Below are records; output all of them exactly.

◇ ◇ ◇ ◇ ◇

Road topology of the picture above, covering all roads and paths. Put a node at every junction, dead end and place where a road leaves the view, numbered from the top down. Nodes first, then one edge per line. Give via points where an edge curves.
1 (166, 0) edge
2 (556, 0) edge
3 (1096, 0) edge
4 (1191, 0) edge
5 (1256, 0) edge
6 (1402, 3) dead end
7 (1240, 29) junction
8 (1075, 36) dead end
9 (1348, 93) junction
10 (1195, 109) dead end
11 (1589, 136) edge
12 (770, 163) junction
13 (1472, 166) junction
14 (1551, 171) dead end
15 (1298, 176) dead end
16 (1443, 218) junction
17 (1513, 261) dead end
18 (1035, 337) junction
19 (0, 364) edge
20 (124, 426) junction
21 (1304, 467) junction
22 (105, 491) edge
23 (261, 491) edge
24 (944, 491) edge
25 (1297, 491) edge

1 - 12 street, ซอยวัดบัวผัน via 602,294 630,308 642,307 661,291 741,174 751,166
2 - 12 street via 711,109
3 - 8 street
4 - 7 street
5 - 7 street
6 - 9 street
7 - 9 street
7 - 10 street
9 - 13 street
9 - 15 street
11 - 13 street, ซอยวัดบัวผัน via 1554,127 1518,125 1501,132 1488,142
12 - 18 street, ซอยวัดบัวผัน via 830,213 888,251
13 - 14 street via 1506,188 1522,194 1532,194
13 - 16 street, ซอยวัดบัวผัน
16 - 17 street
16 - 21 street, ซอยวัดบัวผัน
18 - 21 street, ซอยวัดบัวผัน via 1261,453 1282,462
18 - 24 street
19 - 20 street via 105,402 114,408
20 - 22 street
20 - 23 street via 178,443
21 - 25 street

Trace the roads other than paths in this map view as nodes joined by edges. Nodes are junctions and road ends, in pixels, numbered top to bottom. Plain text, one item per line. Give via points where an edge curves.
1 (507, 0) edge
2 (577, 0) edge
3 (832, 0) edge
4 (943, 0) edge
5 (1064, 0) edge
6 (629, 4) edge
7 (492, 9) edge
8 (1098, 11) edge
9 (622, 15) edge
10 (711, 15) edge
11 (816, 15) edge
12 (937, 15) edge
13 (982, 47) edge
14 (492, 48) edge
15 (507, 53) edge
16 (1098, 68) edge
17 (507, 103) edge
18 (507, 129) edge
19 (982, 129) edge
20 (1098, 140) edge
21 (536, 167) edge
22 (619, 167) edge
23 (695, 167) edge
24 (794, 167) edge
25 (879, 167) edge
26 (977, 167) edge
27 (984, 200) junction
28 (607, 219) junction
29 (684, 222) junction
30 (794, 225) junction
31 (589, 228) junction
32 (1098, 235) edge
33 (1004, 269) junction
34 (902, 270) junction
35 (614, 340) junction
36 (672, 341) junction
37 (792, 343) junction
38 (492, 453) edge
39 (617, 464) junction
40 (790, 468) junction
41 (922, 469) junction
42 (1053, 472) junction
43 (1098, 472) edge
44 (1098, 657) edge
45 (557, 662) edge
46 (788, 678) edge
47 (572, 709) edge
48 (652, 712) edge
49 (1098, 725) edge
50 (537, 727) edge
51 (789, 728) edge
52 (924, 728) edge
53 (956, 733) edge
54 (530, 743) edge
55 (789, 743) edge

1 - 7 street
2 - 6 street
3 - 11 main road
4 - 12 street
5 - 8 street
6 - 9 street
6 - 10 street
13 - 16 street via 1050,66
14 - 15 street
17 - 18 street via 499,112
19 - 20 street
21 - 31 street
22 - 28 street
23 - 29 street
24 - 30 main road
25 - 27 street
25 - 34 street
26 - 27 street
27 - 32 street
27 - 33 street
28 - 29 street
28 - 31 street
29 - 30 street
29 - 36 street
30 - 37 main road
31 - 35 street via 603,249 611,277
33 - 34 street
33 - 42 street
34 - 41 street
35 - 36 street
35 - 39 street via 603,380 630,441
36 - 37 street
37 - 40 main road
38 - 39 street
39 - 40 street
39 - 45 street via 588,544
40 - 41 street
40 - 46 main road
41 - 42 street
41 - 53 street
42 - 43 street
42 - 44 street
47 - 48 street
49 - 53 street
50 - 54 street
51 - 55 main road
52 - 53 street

◇ ◇ ◇ ◇ ◇

## Answer section
Road topology of the picture above, covering all roads and paths. Put a node at every junction, dead end and place where a road leaves the view, numbered from the top down. Nodes first, then one edge per line. Give via points where an edge curves.
1 (166, 0) edge
2 (556, 0) edge
3 (1096, 0) edge
4 (1191, 0) edge
5 (1256, 0) edge
6 (1402, 3) dead end
7 (1240, 29) junction
8 (1075, 36) dead end
9 (1348, 93) junction
10 (1195, 109) dead end
11 (1589, 136) edge
12 (770, 163) junction
13 (1472, 166) junction
14 (1551, 171) dead end
15 (1298, 176) dead end
16 (1443, 218) junction
17 (1513, 261) dead end
18 (1035, 337) junction
19 (0, 364) edge
20 (124, 426) junction
21 (1304, 467) junction
22 (105, 491) edge
23 (261, 491) edge
24 (944, 491) edge
25 (1297, 491) edge

1 - 12 street, ซอยวัดบัวผัน via 602,294 630,308 642,307 661,291 741,174 751,166
2 - 12 street via 711,109
3 - 8 street
4 - 7 street
5 - 7 street
6 - 9 street
7 - 9 street
7 - 10 street
9 - 13 street
9 - 15 street
11 - 13 street, ซอยวัดบัวผัน via 1554,127 1518,125 1501,132 1488,142
12 - 18 street, ซอยวัดบัวผัน via 830,213 888,251
13 - 14 street via 1506,188 1522,194 1532,194
13 - 16 street, ซอยวัดบัวผัน
16 - 17 street
16 - 21 street, ซอยวัดบัวผัน
18 - 21 street, ซอยวัดบัวผัน via 1261,453 1282,462
18 - 24 street
19 - 20 street via 105,402 114,408
20 - 22 street
20 - 23 street via 178,443
21 - 25 street

Trace the roads other than paths in this map view as nodes joined by edges. Nodes are junctions and road ends, in pixels, numbered top to bottom. Plain text, one item per line. Give via points where an edge curves.
1 (507, 0) edge
2 (577, 0) edge
3 (832, 0) edge
4 (943, 0) edge
5 (1064, 0) edge
6 (629, 4) edge
7 (492, 9) edge
8 (1098, 11) edge
9 (622, 15) edge
10 (711, 15) edge
11 (816, 15) edge
12 (937, 15) edge
13 (982, 47) edge
14 (492, 48) edge
15 (507, 53) edge
16 (1098, 68) edge
17 (507, 103) edge
18 (507, 129) edge
19 (982, 129) edge
20 (1098, 140) edge
21 (536, 167) edge
22 (619, 167) edge
23 (695, 167) edge
24 (794, 167) edge
25 (879, 167) edge
26 (977, 167) edge
27 (984, 200) junction
28 (607, 219) junction
29 (684, 222) junction
30 (794, 225) junction
31 (589, 228) junction
32 (1098, 235) edge
33 (1004, 269) junction
34 (902, 270) junction
35 (614, 340) junction
36 (672, 341) junction
37 (792, 343) junction
38 (492, 453) edge
39 (617, 464) junction
40 (790, 468) junction
41 (922, 469) junction
42 (1053, 472) junction
43 (1098, 472) edge
44 (1098, 657) edge
45 (557, 662) edge
46 (788, 678) edge
47 (572, 709) edge
48 (652, 712) edge
49 (1098, 725) edge
50 (537, 727) edge
51 (789, 728) edge
52 (924, 728) edge
53 (956, 733) edge
54 (530, 743) edge
55 (789, 743) edge

1 - 7 street
2 - 6 street
3 - 11 main road
4 - 12 street
5 - 8 street
6 - 9 street
6 - 10 street
13 - 16 street via 1050,66
14 - 15 street
17 - 18 street via 499,112
19 - 20 street
21 - 31 street
22 - 28 street
23 - 29 street
24 - 30 main road
25 - 27 street
25 - 34 street
26 - 27 street
27 - 32 street
27 - 33 street
28 - 29 street
28 - 31 street
29 - 30 street
29 - 36 street
30 - 37 main road
31 - 35 street via 603,249 611,277
33 - 34 street
33 - 42 street
34 - 41 street
35 - 36 street
35 - 39 street via 603,380 630,441
36 - 37 street
37 - 40 main road
38 - 39 street
39 - 40 street
39 - 45 street via 588,544
40 - 41 street
40 - 46 main road
41 - 42 street
41 - 53 street
42 - 43 street
42 - 44 street
47 - 48 street
49 - 53 street
50 - 54 street
51 - 55 main road
52 - 53 street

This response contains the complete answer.